▸ **ACTIVITY**
If an entry below holds a picture, leave the picture out and print the rest exactly.

*** Opening of MATERIAL FOR THIS EXERCISE ***

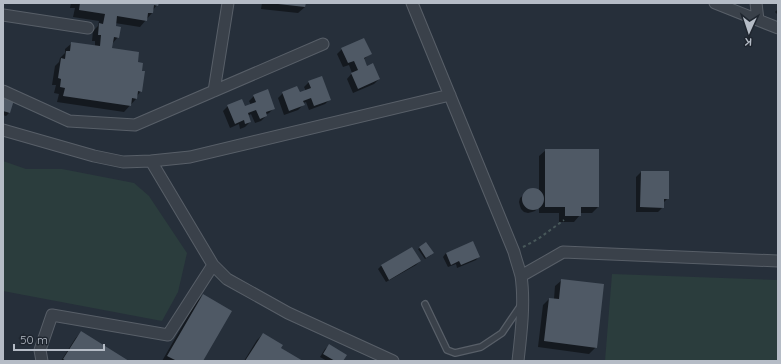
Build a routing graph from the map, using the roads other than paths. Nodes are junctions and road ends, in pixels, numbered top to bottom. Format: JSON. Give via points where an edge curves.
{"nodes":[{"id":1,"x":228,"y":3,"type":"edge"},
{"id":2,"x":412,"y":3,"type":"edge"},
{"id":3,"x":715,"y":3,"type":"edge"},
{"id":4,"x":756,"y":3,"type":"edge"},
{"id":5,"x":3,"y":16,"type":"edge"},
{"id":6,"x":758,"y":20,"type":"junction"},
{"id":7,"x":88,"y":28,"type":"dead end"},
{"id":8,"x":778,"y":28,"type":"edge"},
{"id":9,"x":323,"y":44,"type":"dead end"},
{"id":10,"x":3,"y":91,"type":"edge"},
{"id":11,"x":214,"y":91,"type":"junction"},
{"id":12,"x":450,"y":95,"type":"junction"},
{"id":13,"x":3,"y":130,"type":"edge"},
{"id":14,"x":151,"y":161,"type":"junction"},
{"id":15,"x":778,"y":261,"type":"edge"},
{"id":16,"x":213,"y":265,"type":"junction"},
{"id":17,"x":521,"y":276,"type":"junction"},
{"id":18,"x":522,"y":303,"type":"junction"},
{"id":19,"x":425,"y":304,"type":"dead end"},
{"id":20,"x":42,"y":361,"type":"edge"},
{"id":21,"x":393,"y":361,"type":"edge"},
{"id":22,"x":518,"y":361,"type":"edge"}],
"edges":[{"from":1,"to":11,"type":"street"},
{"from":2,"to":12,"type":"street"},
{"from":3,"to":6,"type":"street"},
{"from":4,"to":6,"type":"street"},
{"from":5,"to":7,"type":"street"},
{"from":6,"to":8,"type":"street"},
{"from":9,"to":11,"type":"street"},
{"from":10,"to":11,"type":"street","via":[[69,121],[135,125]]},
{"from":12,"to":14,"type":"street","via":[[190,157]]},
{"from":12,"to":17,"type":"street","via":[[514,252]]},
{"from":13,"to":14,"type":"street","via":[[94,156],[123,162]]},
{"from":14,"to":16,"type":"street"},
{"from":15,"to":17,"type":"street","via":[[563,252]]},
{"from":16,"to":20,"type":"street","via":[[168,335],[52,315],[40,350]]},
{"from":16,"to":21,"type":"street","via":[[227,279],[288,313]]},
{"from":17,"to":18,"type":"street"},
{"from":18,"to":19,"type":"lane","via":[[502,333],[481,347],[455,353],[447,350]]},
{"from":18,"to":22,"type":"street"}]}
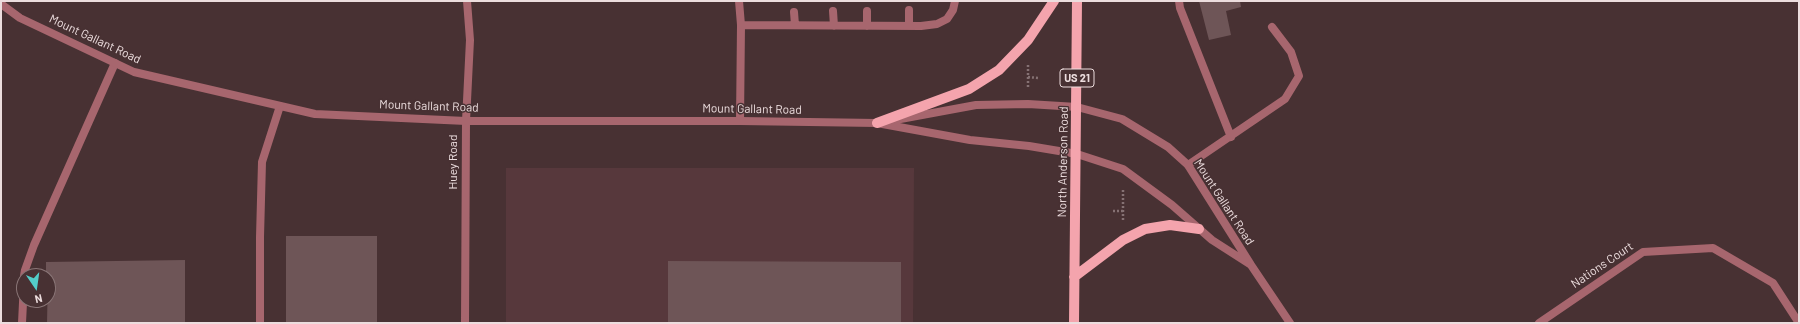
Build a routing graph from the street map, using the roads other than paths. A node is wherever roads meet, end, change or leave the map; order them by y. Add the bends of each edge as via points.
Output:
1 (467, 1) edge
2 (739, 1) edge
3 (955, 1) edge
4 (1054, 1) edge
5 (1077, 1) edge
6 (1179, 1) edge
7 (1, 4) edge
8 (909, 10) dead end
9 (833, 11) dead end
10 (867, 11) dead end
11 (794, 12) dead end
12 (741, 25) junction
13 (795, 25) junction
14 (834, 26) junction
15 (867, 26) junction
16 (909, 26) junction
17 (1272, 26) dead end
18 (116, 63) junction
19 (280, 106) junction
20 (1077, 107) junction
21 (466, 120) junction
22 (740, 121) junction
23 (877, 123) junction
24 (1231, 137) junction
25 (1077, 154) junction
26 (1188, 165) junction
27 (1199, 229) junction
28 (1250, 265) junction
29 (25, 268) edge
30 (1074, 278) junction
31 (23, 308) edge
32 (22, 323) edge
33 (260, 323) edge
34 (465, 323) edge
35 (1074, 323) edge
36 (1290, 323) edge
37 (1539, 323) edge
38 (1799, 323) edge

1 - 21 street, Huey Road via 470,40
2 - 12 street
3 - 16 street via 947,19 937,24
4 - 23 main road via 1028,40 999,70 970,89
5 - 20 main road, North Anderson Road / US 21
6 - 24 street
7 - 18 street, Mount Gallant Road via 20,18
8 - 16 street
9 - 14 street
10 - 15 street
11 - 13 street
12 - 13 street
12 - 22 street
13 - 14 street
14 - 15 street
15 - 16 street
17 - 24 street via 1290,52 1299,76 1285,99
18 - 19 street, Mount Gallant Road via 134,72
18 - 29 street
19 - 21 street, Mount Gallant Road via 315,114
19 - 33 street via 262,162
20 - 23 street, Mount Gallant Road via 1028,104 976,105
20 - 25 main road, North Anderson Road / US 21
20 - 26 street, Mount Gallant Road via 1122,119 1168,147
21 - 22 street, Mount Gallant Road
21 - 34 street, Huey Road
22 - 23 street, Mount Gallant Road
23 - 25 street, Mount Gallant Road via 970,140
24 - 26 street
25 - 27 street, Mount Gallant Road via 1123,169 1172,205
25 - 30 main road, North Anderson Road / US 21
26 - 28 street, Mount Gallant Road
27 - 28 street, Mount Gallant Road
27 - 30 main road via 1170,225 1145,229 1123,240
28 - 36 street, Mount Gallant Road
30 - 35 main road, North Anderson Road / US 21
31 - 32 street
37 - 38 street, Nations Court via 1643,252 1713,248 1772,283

*** Close of MATERIAL FOR THIS EXERCISE ***

▸ **ANSWER TO THIS PROBLEM**
Build a routing graph from the map, using the roads other than paths. Nodes are junctions and road ends, in pixels, numbered top to bottom. Format: JSON. Give via points where an edge curves.
{"nodes":[{"id":1,"x":228,"y":3,"type":"edge"},
{"id":2,"x":412,"y":3,"type":"edge"},
{"id":3,"x":715,"y":3,"type":"edge"},
{"id":4,"x":756,"y":3,"type":"edge"},
{"id":5,"x":3,"y":16,"type":"edge"},
{"id":6,"x":758,"y":20,"type":"junction"},
{"id":7,"x":88,"y":28,"type":"dead end"},
{"id":8,"x":778,"y":28,"type":"edge"},
{"id":9,"x":323,"y":44,"type":"dead end"},
{"id":10,"x":3,"y":91,"type":"edge"},
{"id":11,"x":214,"y":91,"type":"junction"},
{"id":12,"x":450,"y":95,"type":"junction"},
{"id":13,"x":3,"y":130,"type":"edge"},
{"id":14,"x":151,"y":161,"type":"junction"},
{"id":15,"x":778,"y":261,"type":"edge"},
{"id":16,"x":213,"y":265,"type":"junction"},
{"id":17,"x":521,"y":276,"type":"junction"},
{"id":18,"x":522,"y":303,"type":"junction"},
{"id":19,"x":425,"y":304,"type":"dead end"},
{"id":20,"x":42,"y":361,"type":"edge"},
{"id":21,"x":393,"y":361,"type":"edge"},
{"id":22,"x":518,"y":361,"type":"edge"}],
"edges":[{"from":1,"to":11,"type":"street"},
{"from":2,"to":12,"type":"street"},
{"from":3,"to":6,"type":"street"},
{"from":4,"to":6,"type":"street"},
{"from":5,"to":7,"type":"street"},
{"from":6,"to":8,"type":"street"},
{"from":9,"to":11,"type":"street"},
{"from":10,"to":11,"type":"street","via":[[69,121],[135,125]]},
{"from":12,"to":14,"type":"street","via":[[190,157]]},
{"from":12,"to":17,"type":"street","via":[[514,252]]},
{"from":13,"to":14,"type":"street","via":[[94,156],[123,162]]},
{"from":14,"to":16,"type":"street"},
{"from":15,"to":17,"type":"street","via":[[563,252]]},
{"from":16,"to":20,"type":"street","via":[[168,335],[52,315],[40,350]]},
{"from":16,"to":21,"type":"street","via":[[227,279],[288,313]]},
{"from":17,"to":18,"type":"street"},
{"from":18,"to":19,"type":"lane","via":[[502,333],[481,347],[455,353],[447,350]]},
{"from":18,"to":22,"type":"street"}]}
Build a routing graph from the street map, using the roads other than paths. A node is wherever roads meet, end, change or leave the map; order them by y. Add the bends of each edge as via points.
Output:
1 (467, 1) edge
2 (739, 1) edge
3 (955, 1) edge
4 (1054, 1) edge
5 (1077, 1) edge
6 (1179, 1) edge
7 (1, 4) edge
8 (909, 10) dead end
9 (833, 11) dead end
10 (867, 11) dead end
11 (794, 12) dead end
12 (741, 25) junction
13 (795, 25) junction
14 (834, 26) junction
15 (867, 26) junction
16 (909, 26) junction
17 (1272, 26) dead end
18 (116, 63) junction
19 (280, 106) junction
20 (1077, 107) junction
21 (466, 120) junction
22 (740, 121) junction
23 (877, 123) junction
24 (1231, 137) junction
25 (1077, 154) junction
26 (1188, 165) junction
27 (1199, 229) junction
28 (1250, 265) junction
29 (25, 268) edge
30 (1074, 278) junction
31 (23, 308) edge
32 (22, 323) edge
33 (260, 323) edge
34 (465, 323) edge
35 (1074, 323) edge
36 (1290, 323) edge
37 (1539, 323) edge
38 (1799, 323) edge

1 - 21 street, Huey Road via 470,40
2 - 12 street
3 - 16 street via 947,19 937,24
4 - 23 main road via 1028,40 999,70 970,89
5 - 20 main road, North Anderson Road / US 21
6 - 24 street
7 - 18 street, Mount Gallant Road via 20,18
8 - 16 street
9 - 14 street
10 - 15 street
11 - 13 street
12 - 13 street
12 - 22 street
13 - 14 street
14 - 15 street
15 - 16 street
17 - 24 street via 1290,52 1299,76 1285,99
18 - 19 street, Mount Gallant Road via 134,72
18 - 29 street
19 - 21 street, Mount Gallant Road via 315,114
19 - 33 street via 262,162
20 - 23 street, Mount Gallant Road via 1028,104 976,105
20 - 25 main road, North Anderson Road / US 21
20 - 26 street, Mount Gallant Road via 1122,119 1168,147
21 - 22 street, Mount Gallant Road
21 - 34 street, Huey Road
22 - 23 street, Mount Gallant Road
23 - 25 street, Mount Gallant Road via 970,140
24 - 26 street
25 - 27 street, Mount Gallant Road via 1123,169 1172,205
25 - 30 main road, North Anderson Road / US 21
26 - 28 street, Mount Gallant Road
27 - 28 street, Mount Gallant Road
27 - 30 main road via 1170,225 1145,229 1123,240
28 - 36 street, Mount Gallant Road
30 - 35 main road, North Anderson Road / US 21
31 - 32 street
37 - 38 street, Nations Court via 1643,252 1713,248 1772,283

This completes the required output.